The 16-year-old was playing in the water when he was suddenly swept out to sea by the current. Hanbury didn’t think twice about taking action to do all he could to save the boy.
“My body just reacted,” said Hanbury. “I guess it was my training and who I am as a person. I would want to be helped if I was in that situation.”
Hanbury’s wife, Esperita, recalled her husband’s reaction was very quick. “He didn't even think about it for a second. He just jumped in the water to help.”
Hanbury received the Navy and Marine Corps Medal during a ceremony June 7 at Marine Corps Air Station Miramar, California, for his actions on Aug. 10, 2016.
The award is the highest non-combat decoration awarded for heroism by the United States Department of the Navy to the members of the United States Navy and United States Marine Corps.
According to the citation, Corporal Hanbury, with complete disregard for his own safety, immediately ran into the water … the relentless waves and undertow pushed Corporal Hanbury under the water, disorienting him … Corporal Hanbury continued guiding the boy back to the safety of the shore.
Lt. Col. Richard Allain, the VMFA(AW)-225 commanding officer, said Sgt. Hanbury displays the traits of a warrior.
“The role of the warrior is to sacrifice themselves for other people,” said Allain. “We all hope that we would react in the same way in that instant; that's why we need to be physically fit – to be able to save ourselves and someone else’s life.”

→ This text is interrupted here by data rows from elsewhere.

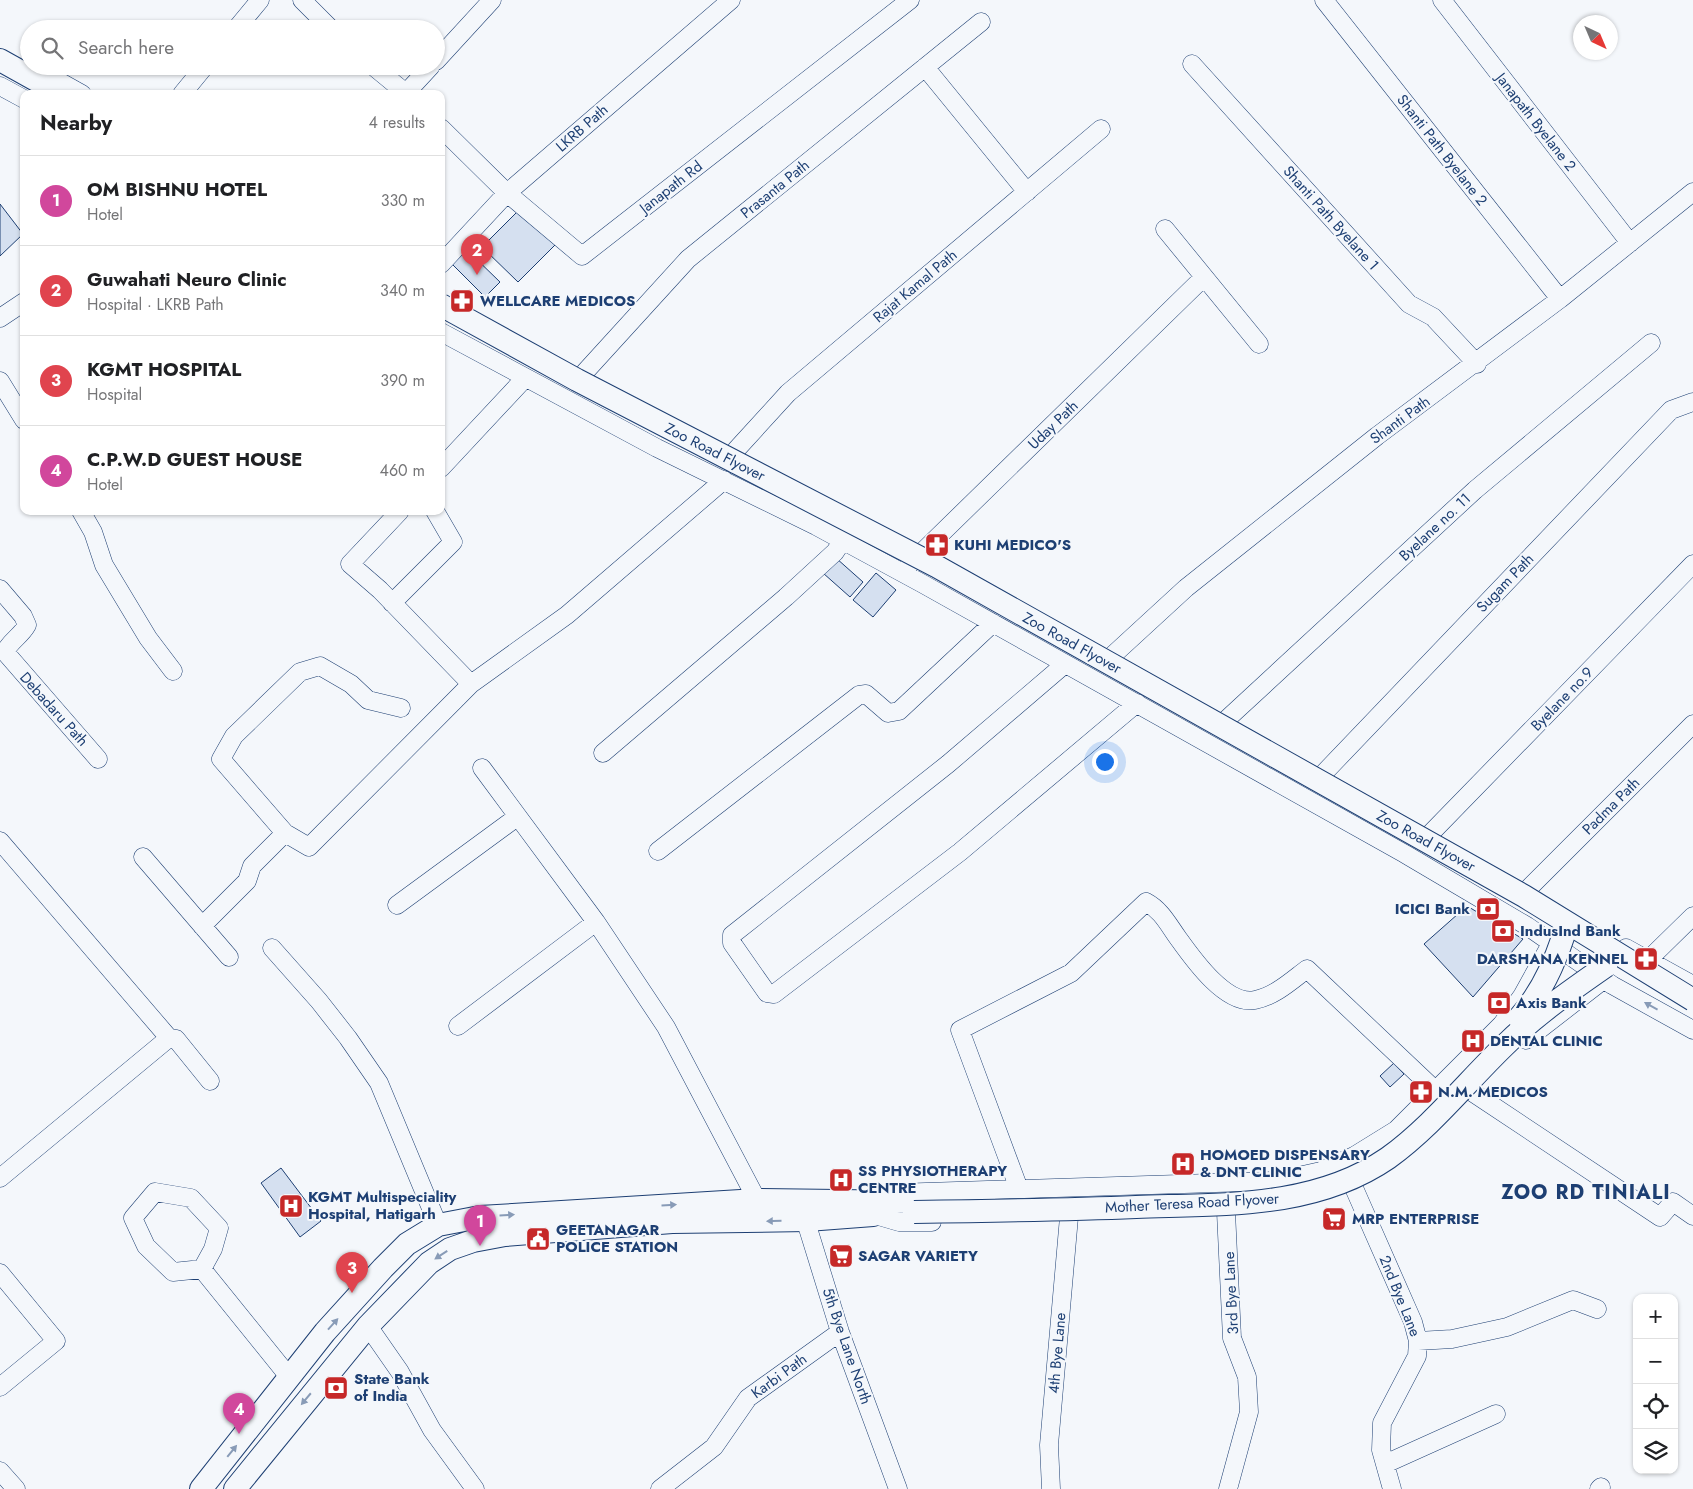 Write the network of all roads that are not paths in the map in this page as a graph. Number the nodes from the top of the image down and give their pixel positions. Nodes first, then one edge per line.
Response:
1 (260, 0) edge
2 (492, 0) edge
3 (910, 0) edge
4 (1324, 0) edge
5 (1442, 0) edge
6 (307, 1) edge
7 (722, 3) edge
8 (243, 20) edge
9 (323, 20) edge
10 (981, 22) dead end
11 (0, 48) edge
12 (445, 51) edge
13 (20, 59) edge
14 (0, 60) edge
15 (1192, 64) dead end
16 (925, 67) junction
17 (20, 71) edge
18 (0, 74) edge
19 (27, 75) edge
20 (48, 75) edge
21 (198, 75) edge
22 (384, 75) edge
23 (423, 75) edge
24 (0, 86) edge
25 (28, 90) edge
26 (54, 90) edge
27 (75, 90) edge
28 (185, 90) edge
29 (402, 90) edge
30 (410, 90) edge
31 (20, 98) edge
32 (1101, 129) dead end
33 (445, 132) edge
34 (507, 192) junction
35 (1027, 192) junction
36 (1693, 192) edge
37 (1165, 229) dead end
38 (1630, 243) junction
39 (445, 260) edge
40 (1204, 277) junction
41 (445, 297) edge
42 (1560, 300) junction
43 (445, 307) edge
44 (20, 310) edge
45 (0, 318) edge
46 (445, 323) edge
47 (445, 334) edge
48 (1651, 343) dead end
49 (1259, 344) dead end
50 (1477, 364) junction
51 (585, 372) junction
52 (525, 378) junction
53 (0, 381) edge
54 (1693, 402) edge
55 (20, 414) edge
56 (736, 450) junction
57 (445, 464) edge
58 (724, 480) junction
59 (83, 515) edge
60 (396, 515) edge
61 (437, 515) edge
62 (843, 540) junction
63 (926, 549) junction
64 (1693, 564) edge
65 (901, 572) junction
66 (0, 589) edge
67 (392, 603) junction
68 (993, 623) junction
69 (1112, 656) junction
70 (1066, 664) junction
71 (173, 671) dead end
72 (471, 684) junction
73 (1138, 704) junction
74 (401, 708) dead end
75 (1227, 720) junction
76 (1693, 724) edge
77 (603, 753) dead end
78 (98, 759) dead end
79 (482, 768) dead end
80 (1323, 774) junction
81 (517, 817) junction
82 (285, 833) junction
83 (1431, 834) junction
84 (0, 841) edge
85 (658, 851) dead end
86 (143, 857) dead end
87 (1528, 889) junction
88 (397, 905) dead end
89 (1568, 913) junction
90 (1693, 916) edge
91 (596, 922) junction
92 (202, 926) junction
93 (1557, 940) junction
94 (1621, 946) junction
95 (272, 948) dead end
96 (229, 957) dead end
97 (1649, 959) junction
98 (1606, 973) junction
99 (1693, 985) edge
100 (1693, 1000) edge
101 (1693, 1015) edge
102 (458, 1026) dead end
103 (1693, 1030) edge
104 (169, 1038) junction
105 (210, 1081) dead end
106 (1436, 1091) junction
107 (1472, 1092) junction
108 (0, 1178) edge
109 (1019, 1188) junction
110 (1354, 1188) junction
111 (757, 1200) junction
112 (915, 1207) junction
113 (873, 1208) junction
114 (802, 1211) junction
115 (1226, 1212) junction
116 (1693, 1216) edge
117 (1069, 1217) junction
118 (438, 1225) junction
119 (202, 1268) junction
120 (0, 1273) edge
121 (1597, 1309) dead end
122 (368, 1326) junction
123 (840, 1332) junction
124 (1418, 1340) junction
125 (290, 1378) junction
126 (0, 1386) edge
127 (1496, 1414) dead end
128 (1385, 1464) junction
129 (0, 1471) edge
130 (242, 1486) edge
131 (16, 1489) edge
132 (201, 1489) edge
133 (475, 1489) edge
134 (660, 1489) edge
135 (898, 1489) edge
136 (1051, 1489) edge
137 (1228, 1489) edge
138 (1392, 1489) edge

1 - 8 street
2 - 12 street
3 - 34 street, Janapath Rd
4 - 42 street, Shanti Path Byelane 2
5 - 38 street, Janapath Byelane 2
6 - 9 street
7 - 34 street, LKRB Path
10 - 16 street, Prasanta Path
11 - 13 street
14 - 17 main road
15 - 50 street, Shanti Path Byelane 1
16 - 35 street
16 - 51 street, Prasanta Path
18 - 25 main road
19 - 26 main road
20 - 27 street
21 - 28 street
22 - 29 street
23 - 30 street
24 - 31 street
32 - 35 street, Rajat Kamal Path
33 - 34 street, Janapath Rd
34 - 39 street, LKRB Path
35 - 56 street, Rajat Kamal Path
36 - 38 street, Shanti Path
37 - 40 street
38 - 42 street, Shanti Path
40 - 49 street
40 - 63 street, Uday Path
41 - 51 street
42 - 50 street, Shanti Path
43 - 100 main road, Zoo Road Flyover, bridge
44 - 45 street
46 - 93 main road, Zoo Road Flyover
47 - 52 street
48 - 75 street, Byelane no. 11
50 - 69 street, Shanti Path
51 - 56 street
52 - 57 street
52 - 58 street
53 - 55 street
54 - 80 street, Sugam Path
56 - 63 street
58 - 62 street
58 - 72 street
59 - 71 street
60 - 67 street
61 - 67 street
62 - 65 street
62 - 77 street
63 - 65 street, Uday Path
63 - 69 street
64 - 83 street, Byelane no.9
65 - 68 street
66 - 78 street, Debadaru Path
67 - 72 street
68 - 70 street
68 - 85 street
69 - 75 street
70 - 73 street
70 - 73 street
72 - 82 street
73 - 93 street
74 - 82 street
75 - 80 street
76 - 87 street, Padma Path
79 - 81 street
80 - 83 street
81 - 88 street
81 - 91 street
82 - 92 street
83 - 87 street
84 - 104 street
86 - 92 street
87 - 89 street
89 - 93 street
89 - 94 street
90 - 97 street
91 - 102 street
91 - 111 street
92 - 96 street
93 - 98 main road, Zoo Road Flyover
93 - 106 street
93 - 112 main road, Mother Teresa Road Flyover, bridge
94 - 97 street
94 - 98 street
95 - 118 street
97 - 99 street
98 - 101 main road, Zoo Road Flyover
103 -> 98 street
98 - 107 street
98 - 112 main road, Mother Teresa Road Flyover, bridge
104 - 105 street
104 - 108 street
106 - 109 street
106 - 109 street
107 - 110 street
107 - 116 street
109 - 113 street
110 - 115 street
110 - 124 street, 2nd Bye Lane
111 - 114 main road
118 -> 111 main road
112 - 113 main road, Mother Teresa Road Flyover
113 - 114 main road, Mother Teresa Road Flyover
113 - 117 street
114 -> 122 main road
114 - 123 street, 5th Bye Lane North
115 - 117 street
115 - 137 street, 3rd Bye Lane
117 - 136 street, 4th Bye Lane
125 -> 118 main road
119 - 119 street
119 - 125 street
120 - 126 street
121 - 124 street
122 -> 130 main road
122 - 133 street
123 - 134 street, Karbi Path
123 - 135 street, 5th Bye Lane North
124 - 128 street, 2nd Bye Lane
132 -> 125 main road
127 - 128 street
128 - 138 street, 2nd Bye Lane
129 - 131 street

The ceremony was a surprise to Hanbury, who says he’s just a normal guy.
“It’s an amazing, unexplainable feeling,” said Hanbury. “I was very surprised because I’d expect someone else to help me if I was in that situation so to be awarded for it is just awesome.”
“Selflessness is a small thing, they don't make Hollywood movies about it,” said Allain when speaking to Hanbury. “But it’s what really matters. I don't think it takes much convincing for you to feel it in your gut to know that it was the right thing that you did.”